Saturday, April 19, 2014

More good news - fewer sole parents on welfare

Simon Collins, writing in the NZ Herald, provides an analysis of latest benefit numbers:
Numbers on sole parent support have plunged by 8600, or 10 per cent, in the year to March. It is the biggest drop in a single year since the benefit - previously known as the domestic purposes benefit, or DPB - was created in 1974. Sole parent support is now being paid to 75,844 sole parents, fewer than in any year in the DPB's history since 1988. About 22,000 people with no children under 14 were moved to other benefits when the DPB was abolished last July, but even if they were added back in, the total number of sole parents on any kind of benefit is the lowest since 1993.

Not sure where he gets the data to make the last statement though. Did he add back the 22,000 to the 75,844, arrive at 97,844 then go back through the DPB historical numbers? Looks like it because in 1993 there were 96,335 people on the DPB and in 1994 there were 100,256.

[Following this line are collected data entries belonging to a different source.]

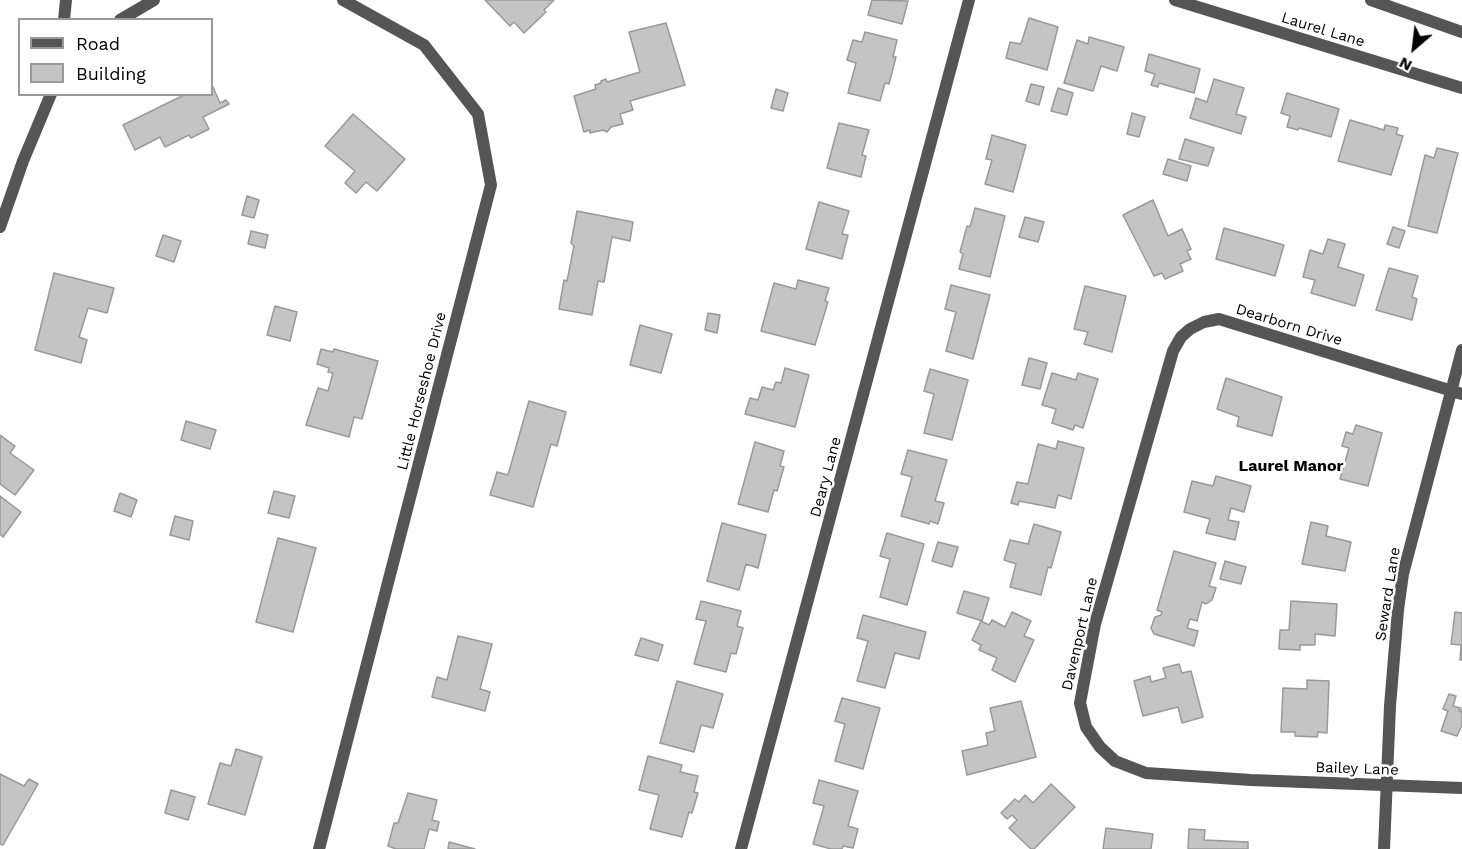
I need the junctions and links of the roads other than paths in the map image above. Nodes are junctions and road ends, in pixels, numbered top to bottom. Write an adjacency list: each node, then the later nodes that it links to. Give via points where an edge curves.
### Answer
1 (66, 0): 7 (street)
2 (154, 0): 8 (street)
3 (343, 0): 19 (street, Little Horseshoe Drive, via 424,45 478,114 491,184)
4 (969, 0): 20 (street, Deary Lane)
5 (1175, 0): 10 (street, Laurel Lane)
6 (1371, 0): 9 (street)
7 (64, 18)
8 (123, 18)
9 (1462, 32)
10 (1462, 88)
11 (50, 96): 12 (street, via 22,161)
12 (0, 227)
13 (1462, 350): 14 (street, Seward Lane)
14 (1457, 392): 15 (street, Dearborn Drive, via 1219,320 1204,322 1185,333 1173,351); 17 (street, Seward Lane, via 1402,583)
15 (1127, 510): 16 (street, Davenport Lane, via 1095,624 1080,703 1086,727 1100,747 1127,767 1146,773)
16 (1251, 780): 17 (street, Bailey Lane)
17 (1387, 786): 18 (street, Bailey Lane); 21 (street, Seward Lane)
18 (1462, 788)
19 (319, 849)
20 (741, 849)
21 (1384, 849)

But he wrote "any kind of benefit". He hasn't accounted for the Supported Living Payment/Invalid benefit which grew from 35,000 in 1993 to 87,000 in 2012. In 2009 over 5,000 single parents were on an invalid's benefit.

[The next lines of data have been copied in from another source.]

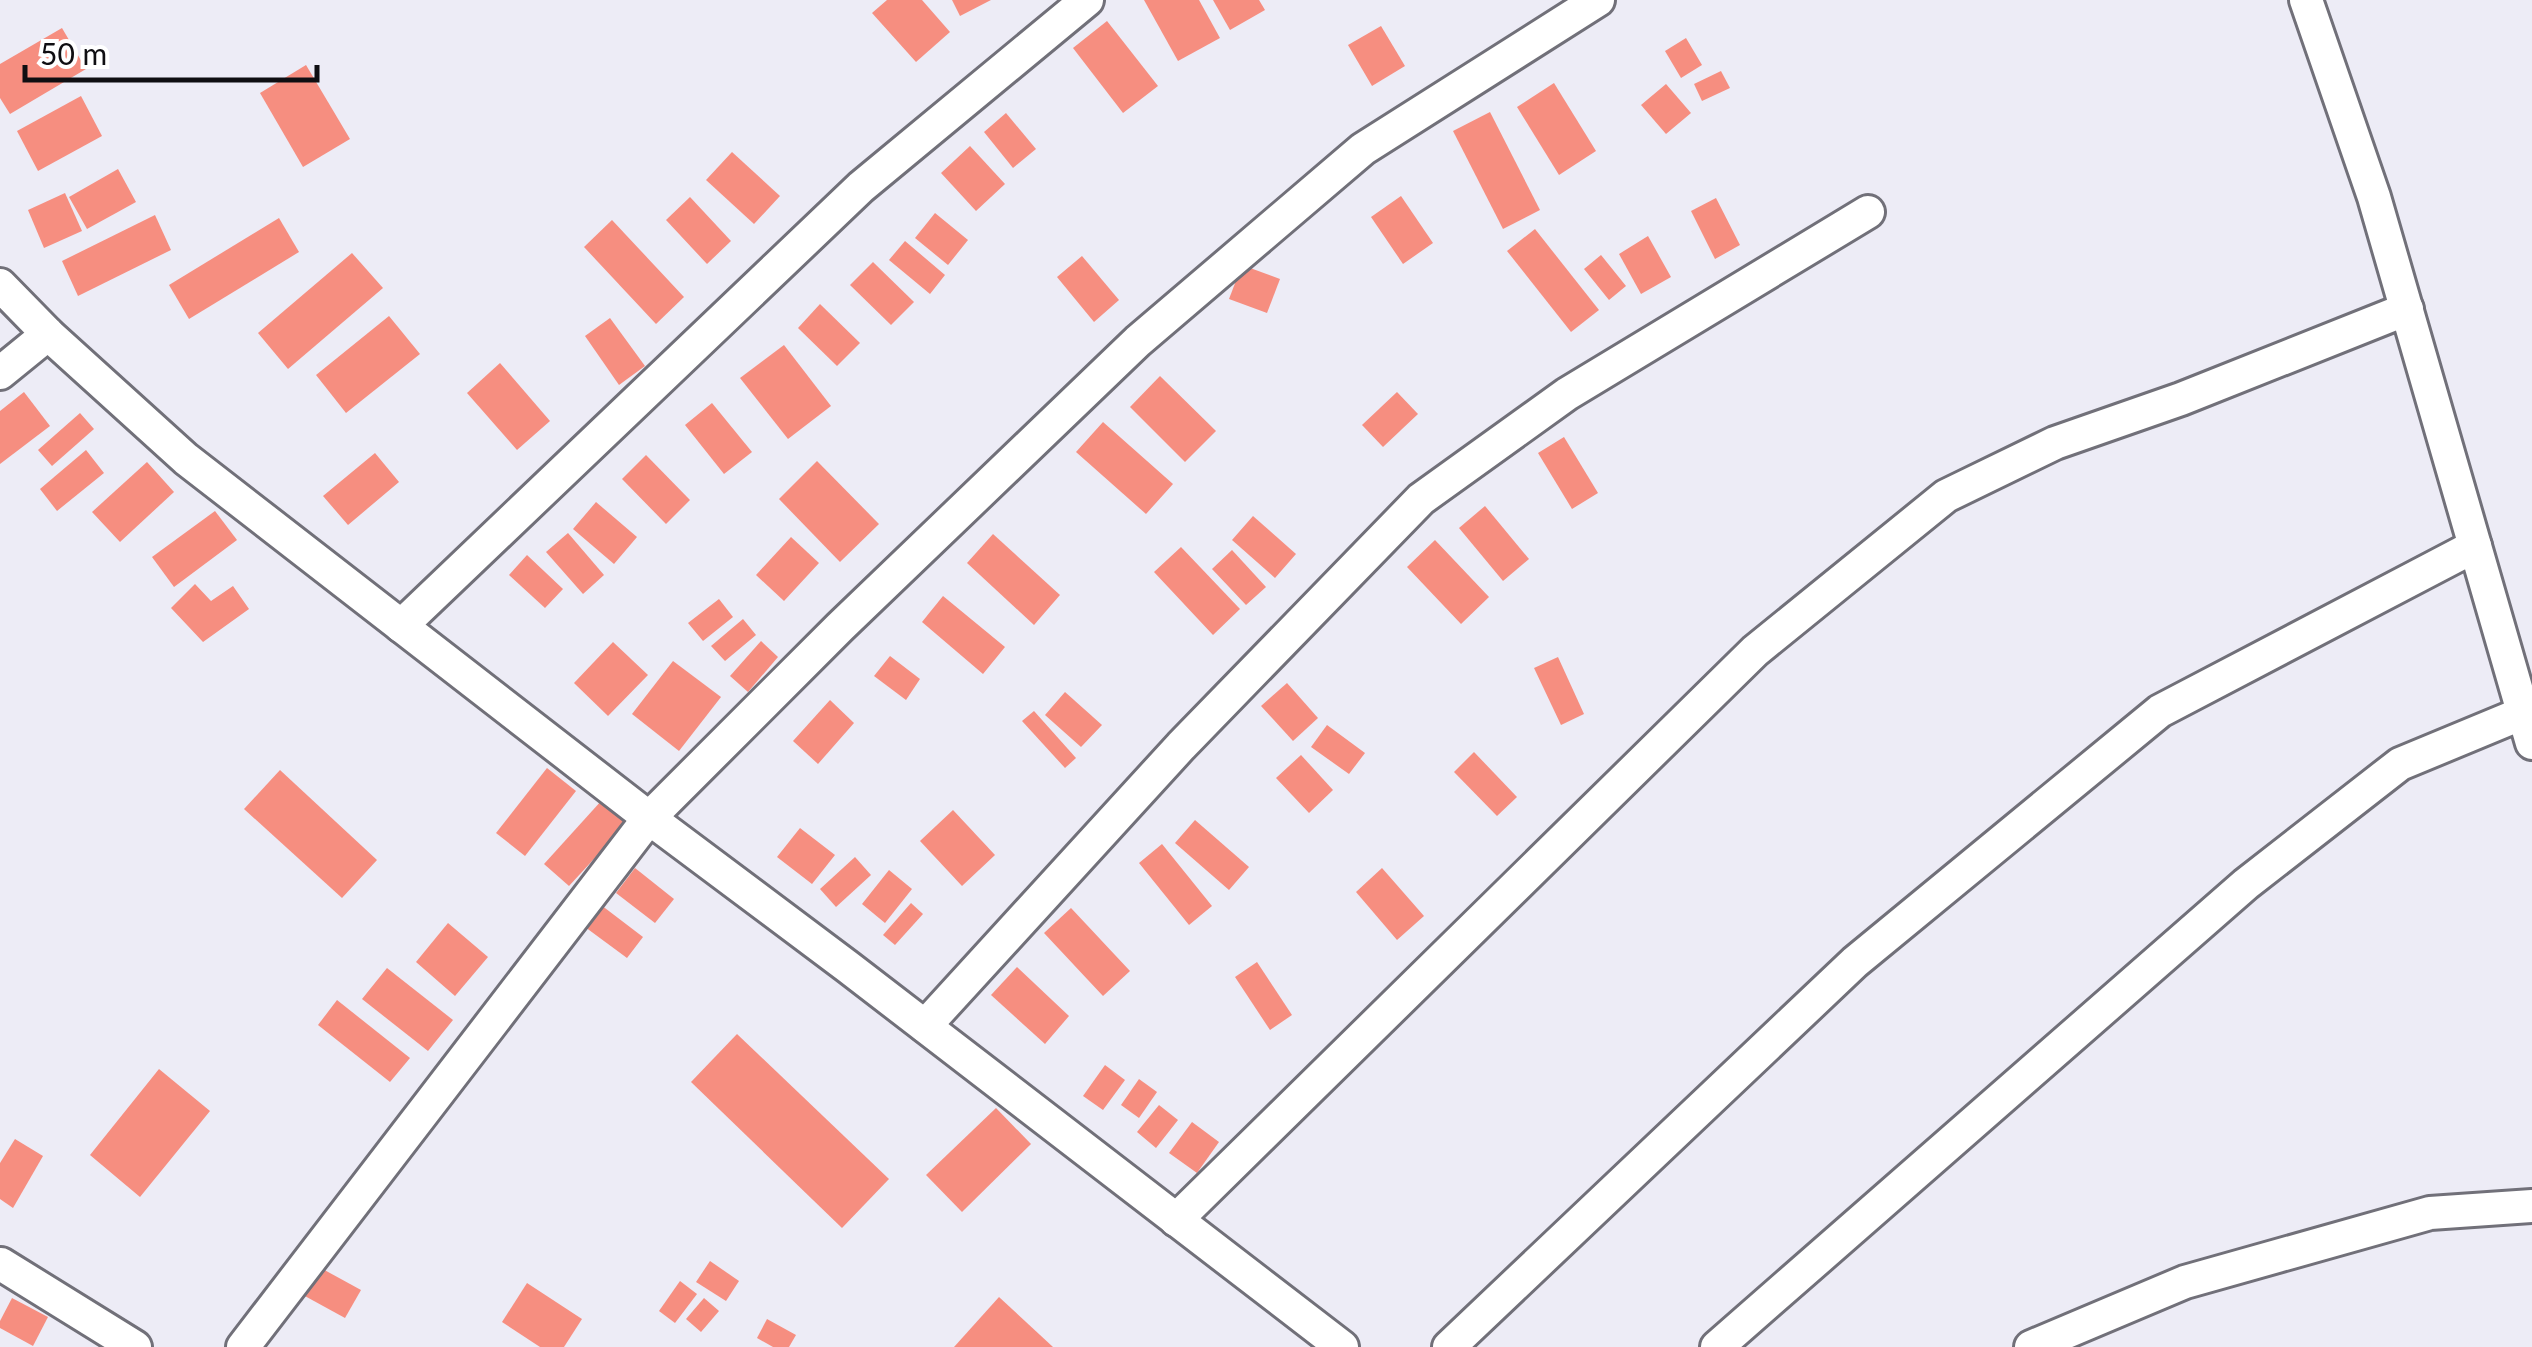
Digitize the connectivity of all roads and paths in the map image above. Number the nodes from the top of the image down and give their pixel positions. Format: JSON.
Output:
{"nodes":[{"id":1,"x":1087,"y":0,"type":"edge"},
{"id":2,"x":1598,"y":0,"type":"edge"},
{"id":3,"x":2306,"y":0,"type":"edge"},
{"id":4,"x":1868,"y":212,"type":"dead end"},
{"id":5,"x":0,"y":285,"type":"edge"},
{"id":6,"x":2407,"y":309,"type":"junction"},
{"id":7,"x":48,"y":334,"type":"junction"},
{"id":8,"x":0,"y":372,"type":"edge"},
{"id":9,"x":2475,"y":546,"type":"junction"},
{"id":10,"x":401,"y":626,"type":"junction"},
{"id":11,"x":2528,"y":728,"type":"edge"},
{"id":12,"x":648,"y":818,"type":"junction"},
{"id":13,"x":926,"y":1026,"type":"junction"},
{"id":14,"x":2532,"y":1206,"type":"edge"},
{"id":15,"x":1176,"y":1220,"type":"junction"},
{"id":16,"x":0,"y":1264,"type":"edge"},
{"id":17,"x":135,"y":1347,"type":"edge"},
{"id":18,"x":243,"y":1347,"type":"edge"},
{"id":19,"x":1342,"y":1347,"type":"edge"},
{"id":20,"x":1449,"y":1347,"type":"edge"},
{"id":21,"x":1717,"y":1347,"type":"edge"},
{"id":22,"x":2032,"y":1347,"type":"edge"}],
"edges":[{"from":1,"to":10,"type":"street"},
{"from":2,"to":12,"type":"street"},
{"from":3,"to":6,"type":"street"},
{"from":4,"to":13,"type":"street"},
{"from":5,"to":7,"type":"street"},
{"from":6,"to":9,"type":"street"},
{"from":6,"to":15,"type":"street"},
{"from":7,"to":8,"type":"street"},
{"from":7,"to":10,"type":"street"},
{"from":9,"to":11,"type":"street"},
{"from":9,"to":20,"type":"street"},
{"from":10,"to":12,"type":"street"},
{"from":11,"to":21,"type":"street"},
{"from":12,"to":13,"type":"street"},
{"from":12,"to":18,"type":"street"},
{"from":13,"to":15,"type":"street"},
{"from":14,"to":22,"type":"street"},
{"from":15,"to":19,"type":"street"},
{"from":16,"to":17,"type":"street"}]}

Anyway I guess I'm being pedantic. Maybe the info was provided to him by MSD because he has other data (eg the specific reasons why sole parents are leaving benefits) which isn't publicly released

Good to see him talking about 'net' reductions. Many journalists forget that there are also people constantly going onto benefits.

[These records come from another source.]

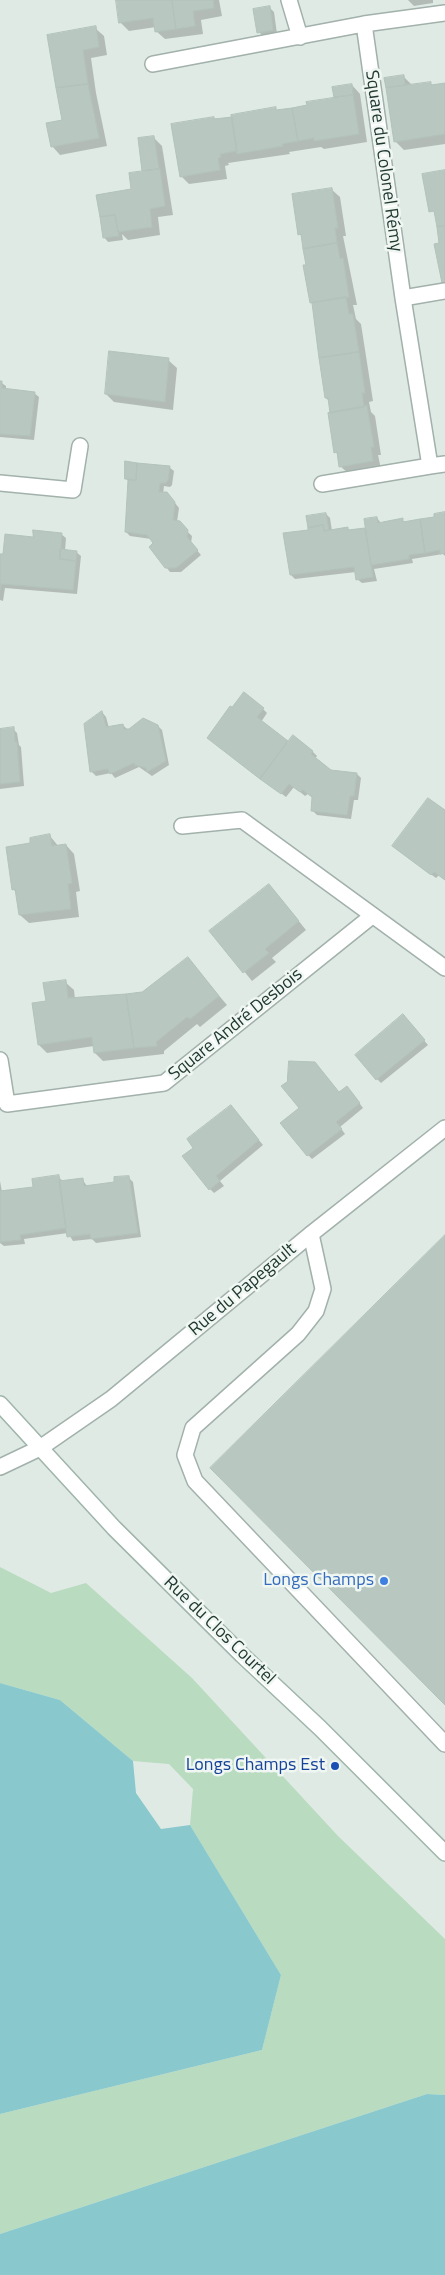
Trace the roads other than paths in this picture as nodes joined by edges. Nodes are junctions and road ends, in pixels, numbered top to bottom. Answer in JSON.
{"nodes":[{"id":1,"x":290,"y":0,"type":"edge"},
{"id":2,"x":445,"y":13,"type":"edge"},
{"id":3,"x":364,"y":24,"type":"junction"},
{"id":4,"x":300,"y":37,"type":"junction"},
{"id":5,"x":153,"y":64,"type":"dead end"},
{"id":6,"x":445,"y":291,"type":"edge"},
{"id":7,"x":402,"y":298,"type":"junction"},
{"id":8,"x":80,"y":446,"type":"dead end"},
{"id":9,"x":438,"y":465,"type":"edge"},
{"id":10,"x":0,"y":483,"type":"edge"},
{"id":11,"x":322,"y":484,"type":"dead end"},
{"id":12,"x":182,"y":826,"type":"dead end"},
{"id":13,"x":372,"y":916,"type":"junction"},
{"id":14,"x":445,"y":968,"type":"edge"},
{"id":15,"x":0,"y":1060,"type":"edge"},
{"id":16,"x":445,"y":1128,"type":"edge"},
{"id":17,"x":310,"y":1234,"type":"junction"},
{"id":18,"x":0,"y":1404,"type":"edge"},
{"id":19,"x":40,"y":1448,"type":"junction"},
{"id":20,"x":0,"y":1468,"type":"edge"},
{"id":21,"x":445,"y":1744,"type":"edge"},
{"id":22,"x":445,"y":1853,"type":"edge"}],
"edges":[{"from":1,"to":4,"type":"street"},
{"from":2,"to":3,"type":"street"},
{"from":3,"to":4,"type":"street"},
{"from":3,"to":7,"type":"street","name":"Square du Colonel Rémy"},
{"from":4,"to":5,"type":"street"},
{"from":6,"to":7,"type":"street"},
{"from":7,"to":9,"type":"street","name":"Square du Colonel Rémy"},
{"from":8,"to":10,"type":"street"},
{"from":9,"to":11,"type":"street","name":"Square du Colonel Rémy"},
{"from":12,"to":13,"type":"street"},
{"from":13,"to":14,"type":"street"},
{"from":13,"to":15,"type":"street","name":"Square André Desbois"},
{"from":16,"to":17,"type":"street","name":"Rue du Papegault"},
{"from":17,"to":19,"type":"street","name":"Rue du Papegault"},
{"from":17,"to":21,"type":"street"},
{"from":18,"to":19,"type":"street","name":"Rue du Clos Courtel"},
{"from":19,"to":20,"type":"street","name":"Rue du Papegault"},
{"from":19,"to":22,"type":"street","name":"Rue du Clos Courtel"}]}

The biggest net reduction (13 per cent) was for parents aged 40 to 54, whose children were most likely to have turned 14. The next biggest reduction was in the 18-24 age group (down 10.4 per cent), with a smaller reduction for those aged 25 to 39 (down 9 per cent).
The number of Europeans on sole parent support also dropped sharply (down 12.5 per cent), as did Pacific numbers (down 11.5 per cent). But Maori numbers fell 7.9 per cent, so Maori increased from 44.9 per cent of those on sole parent support to 46.1 per cent.
Michelle Neho, who runs the Pikorua community centre in Papakura, said she had seen little change.
"Not many have gone off the benefit round here," she said.
The most employable people leave first welfare first. We will see how effective the reforms are when the harder cases, the intergenerational types, start leaving.

I note too that another important reason for the reduction isn't canvassed (the official line from MSD is economic trend.) That's the falling number of births, especially teenage. This will definitely be having an impact.

Here's the overall 5 year trend picture.

1 comment:

Anonymous said...

We will see how effective the reforms are

Well at least you agree the "renaming" isn't effective.

We could get all of them off the bludge tomorrow if the government has the well. Brash's "Incredible Luck" lays out a detailed plan for ending welfare once and for all in NZ (including super, the codger-dole!) and the necessary changes to ensure it can never be reintroduced into NZ --- economic policy decisions removed from the Hosue of Reps and placed with those who understand the issues and are responsible to nett taxpayers, not bludgers. The government would then set policy within responsible fiscal boundaries and would not be able to raise taxes or borrow (as Key has done) to fund pointless welfare schemes.